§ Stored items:
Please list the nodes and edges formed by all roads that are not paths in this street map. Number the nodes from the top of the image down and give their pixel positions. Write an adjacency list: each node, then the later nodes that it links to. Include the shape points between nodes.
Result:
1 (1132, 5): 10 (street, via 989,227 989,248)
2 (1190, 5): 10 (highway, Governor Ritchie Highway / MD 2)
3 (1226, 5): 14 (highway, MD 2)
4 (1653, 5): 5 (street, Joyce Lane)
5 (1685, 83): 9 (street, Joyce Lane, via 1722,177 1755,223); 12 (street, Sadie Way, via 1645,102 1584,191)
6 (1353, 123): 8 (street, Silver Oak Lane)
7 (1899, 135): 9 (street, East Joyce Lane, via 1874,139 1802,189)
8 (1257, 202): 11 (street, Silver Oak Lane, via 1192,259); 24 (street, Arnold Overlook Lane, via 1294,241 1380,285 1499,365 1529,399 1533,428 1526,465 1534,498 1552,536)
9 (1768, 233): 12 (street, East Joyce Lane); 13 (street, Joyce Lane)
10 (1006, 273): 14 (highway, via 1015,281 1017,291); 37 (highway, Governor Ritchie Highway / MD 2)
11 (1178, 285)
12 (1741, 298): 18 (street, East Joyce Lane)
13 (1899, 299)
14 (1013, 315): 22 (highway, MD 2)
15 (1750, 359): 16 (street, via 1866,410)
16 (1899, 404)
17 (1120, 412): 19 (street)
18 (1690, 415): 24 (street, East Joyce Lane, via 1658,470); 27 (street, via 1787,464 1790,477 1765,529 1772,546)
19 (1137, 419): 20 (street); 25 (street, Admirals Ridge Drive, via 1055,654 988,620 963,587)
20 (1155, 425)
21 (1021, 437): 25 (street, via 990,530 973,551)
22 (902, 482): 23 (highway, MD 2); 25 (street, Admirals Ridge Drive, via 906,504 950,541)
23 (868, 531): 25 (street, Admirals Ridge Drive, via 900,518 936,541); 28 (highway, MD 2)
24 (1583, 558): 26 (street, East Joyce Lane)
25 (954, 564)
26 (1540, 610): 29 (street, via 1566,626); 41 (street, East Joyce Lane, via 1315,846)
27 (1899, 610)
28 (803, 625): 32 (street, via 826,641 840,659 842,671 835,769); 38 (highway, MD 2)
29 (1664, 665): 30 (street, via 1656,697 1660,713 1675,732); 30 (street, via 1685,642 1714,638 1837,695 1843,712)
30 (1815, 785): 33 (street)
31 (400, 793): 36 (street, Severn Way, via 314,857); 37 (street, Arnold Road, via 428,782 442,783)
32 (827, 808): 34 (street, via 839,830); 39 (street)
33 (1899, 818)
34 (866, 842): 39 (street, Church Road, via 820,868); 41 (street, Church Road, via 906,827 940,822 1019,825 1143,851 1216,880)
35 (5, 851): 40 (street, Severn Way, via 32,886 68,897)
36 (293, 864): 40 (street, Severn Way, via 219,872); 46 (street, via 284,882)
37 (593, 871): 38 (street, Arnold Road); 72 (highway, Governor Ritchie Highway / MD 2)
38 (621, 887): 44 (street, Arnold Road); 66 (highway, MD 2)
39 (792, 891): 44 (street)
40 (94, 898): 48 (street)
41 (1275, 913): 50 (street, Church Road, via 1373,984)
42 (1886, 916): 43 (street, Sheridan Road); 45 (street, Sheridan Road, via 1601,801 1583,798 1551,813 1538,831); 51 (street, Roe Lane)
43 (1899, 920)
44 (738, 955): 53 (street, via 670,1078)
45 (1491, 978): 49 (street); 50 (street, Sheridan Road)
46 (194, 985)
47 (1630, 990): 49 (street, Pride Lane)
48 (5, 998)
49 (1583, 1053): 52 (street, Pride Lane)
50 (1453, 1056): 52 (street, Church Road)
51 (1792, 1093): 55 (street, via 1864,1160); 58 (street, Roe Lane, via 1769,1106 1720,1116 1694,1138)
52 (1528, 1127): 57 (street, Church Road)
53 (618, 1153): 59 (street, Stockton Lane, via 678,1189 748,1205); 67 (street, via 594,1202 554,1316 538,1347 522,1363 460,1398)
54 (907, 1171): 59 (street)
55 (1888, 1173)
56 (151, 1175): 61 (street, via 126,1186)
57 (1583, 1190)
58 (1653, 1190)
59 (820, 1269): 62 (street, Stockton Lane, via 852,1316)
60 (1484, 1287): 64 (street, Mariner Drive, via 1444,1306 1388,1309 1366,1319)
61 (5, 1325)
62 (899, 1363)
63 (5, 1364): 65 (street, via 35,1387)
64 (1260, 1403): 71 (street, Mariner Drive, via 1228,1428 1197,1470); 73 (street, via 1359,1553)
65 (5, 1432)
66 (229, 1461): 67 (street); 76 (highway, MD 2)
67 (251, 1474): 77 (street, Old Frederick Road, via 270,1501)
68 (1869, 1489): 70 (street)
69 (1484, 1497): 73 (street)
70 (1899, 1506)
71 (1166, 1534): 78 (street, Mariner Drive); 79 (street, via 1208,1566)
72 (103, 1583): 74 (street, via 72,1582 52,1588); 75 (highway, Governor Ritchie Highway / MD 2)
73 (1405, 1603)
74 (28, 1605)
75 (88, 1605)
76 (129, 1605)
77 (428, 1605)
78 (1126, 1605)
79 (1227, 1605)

§ Requirement: Would you reproduce every record above exactly as it appears?

§ Answer:
Please list the nodes and edges formed by all roads that are not paths in this street map. Number the nodes from the top of the image down and give their pixel positions. Write an adjacency list: each node, then the later nodes that it links to. Include the shape points between nodes.
Result:
1 (1132, 5): 10 (street, via 989,227 989,248)
2 (1190, 5): 10 (highway, Governor Ritchie Highway / MD 2)
3 (1226, 5): 14 (highway, MD 2)
4 (1653, 5): 5 (street, Joyce Lane)
5 (1685, 83): 9 (street, Joyce Lane, via 1722,177 1755,223); 12 (street, Sadie Way, via 1645,102 1584,191)
6 (1353, 123): 8 (street, Silver Oak Lane)
7 (1899, 135): 9 (street, East Joyce Lane, via 1874,139 1802,189)
8 (1257, 202): 11 (street, Silver Oak Lane, via 1192,259); 24 (street, Arnold Overlook Lane, via 1294,241 1380,285 1499,365 1529,399 1533,428 1526,465 1534,498 1552,536)
9 (1768, 233): 12 (street, East Joyce Lane); 13 (street, Joyce Lane)
10 (1006, 273): 14 (highway, via 1015,281 1017,291); 37 (highway, Governor Ritchie Highway / MD 2)
11 (1178, 285)
12 (1741, 298): 18 (street, East Joyce Lane)
13 (1899, 299)
14 (1013, 315): 22 (highway, MD 2)
15 (1750, 359): 16 (street, via 1866,410)
16 (1899, 404)
17 (1120, 412): 19 (street)
18 (1690, 415): 24 (street, East Joyce Lane, via 1658,470); 27 (street, via 1787,464 1790,477 1765,529 1772,546)
19 (1137, 419): 20 (street); 25 (street, Admirals Ridge Drive, via 1055,654 988,620 963,587)
20 (1155, 425)
21 (1021, 437): 25 (street, via 990,530 973,551)
22 (902, 482): 23 (highway, MD 2); 25 (street, Admirals Ridge Drive, via 906,504 950,541)
23 (868, 531): 25 (street, Admirals Ridge Drive, via 900,518 936,541); 28 (highway, MD 2)
24 (1583, 558): 26 (street, East Joyce Lane)
25 (954, 564)
26 (1540, 610): 29 (street, via 1566,626); 41 (street, East Joyce Lane, via 1315,846)
27 (1899, 610)
28 (803, 625): 32 (street, via 826,641 840,659 842,671 835,769); 38 (highway, MD 2)
29 (1664, 665): 30 (street, via 1656,697 1660,713 1675,732); 30 (street, via 1685,642 1714,638 1837,695 1843,712)
30 (1815, 785): 33 (street)
31 (400, 793): 36 (street, Severn Way, via 314,857); 37 (street, Arnold Road, via 428,782 442,783)
32 (827, 808): 34 (street, via 839,830); 39 (street)
33 (1899, 818)
34 (866, 842): 39 (street, Church Road, via 820,868); 41 (street, Church Road, via 906,827 940,822 1019,825 1143,851 1216,880)
35 (5, 851): 40 (street, Severn Way, via 32,886 68,897)
36 (293, 864): 40 (street, Severn Way, via 219,872); 46 (street, via 284,882)
37 (593, 871): 38 (street, Arnold Road); 72 (highway, Governor Ritchie Highway / MD 2)
38 (621, 887): 44 (street, Arnold Road); 66 (highway, MD 2)
39 (792, 891): 44 (street)
40 (94, 898): 48 (street)
41 (1275, 913): 50 (street, Church Road, via 1373,984)
42 (1886, 916): 43 (street, Sheridan Road); 45 (street, Sheridan Road, via 1601,801 1583,798 1551,813 1538,831); 51 (street, Roe Lane)
43 (1899, 920)
44 (738, 955): 53 (street, via 670,1078)
45 (1491, 978): 49 (street); 50 (street, Sheridan Road)
46 (194, 985)
47 (1630, 990): 49 (street, Pride Lane)
48 (5, 998)
49 (1583, 1053): 52 (street, Pride Lane)
50 (1453, 1056): 52 (street, Church Road)
51 (1792, 1093): 55 (street, via 1864,1160); 58 (street, Roe Lane, via 1769,1106 1720,1116 1694,1138)
52 (1528, 1127): 57 (street, Church Road)
53 (618, 1153): 59 (street, Stockton Lane, via 678,1189 748,1205); 67 (street, via 594,1202 554,1316 538,1347 522,1363 460,1398)
54 (907, 1171): 59 (street)
55 (1888, 1173)
56 (151, 1175): 61 (street, via 126,1186)
57 (1583, 1190)
58 (1653, 1190)
59 (820, 1269): 62 (street, Stockton Lane, via 852,1316)
60 (1484, 1287): 64 (street, Mariner Drive, via 1444,1306 1388,1309 1366,1319)
61 (5, 1325)
62 (899, 1363)
63 (5, 1364): 65 (street, via 35,1387)
64 (1260, 1403): 71 (street, Mariner Drive, via 1228,1428 1197,1470); 73 (street, via 1359,1553)
65 (5, 1432)
66 (229, 1461): 67 (street); 76 (highway, MD 2)
67 (251, 1474): 77 (street, Old Frederick Road, via 270,1501)
68 (1869, 1489): 70 (street)
69 (1484, 1497): 73 (street)
70 (1899, 1506)
71 (1166, 1534): 78 (street, Mariner Drive); 79 (street, via 1208,1566)
72 (103, 1583): 74 (street, via 72,1582 52,1588); 75 (highway, Governor Ritchie Highway / MD 2)
73 (1405, 1603)
74 (28, 1605)
75 (88, 1605)
76 (129, 1605)
77 (428, 1605)
78 (1126, 1605)
79 (1227, 1605)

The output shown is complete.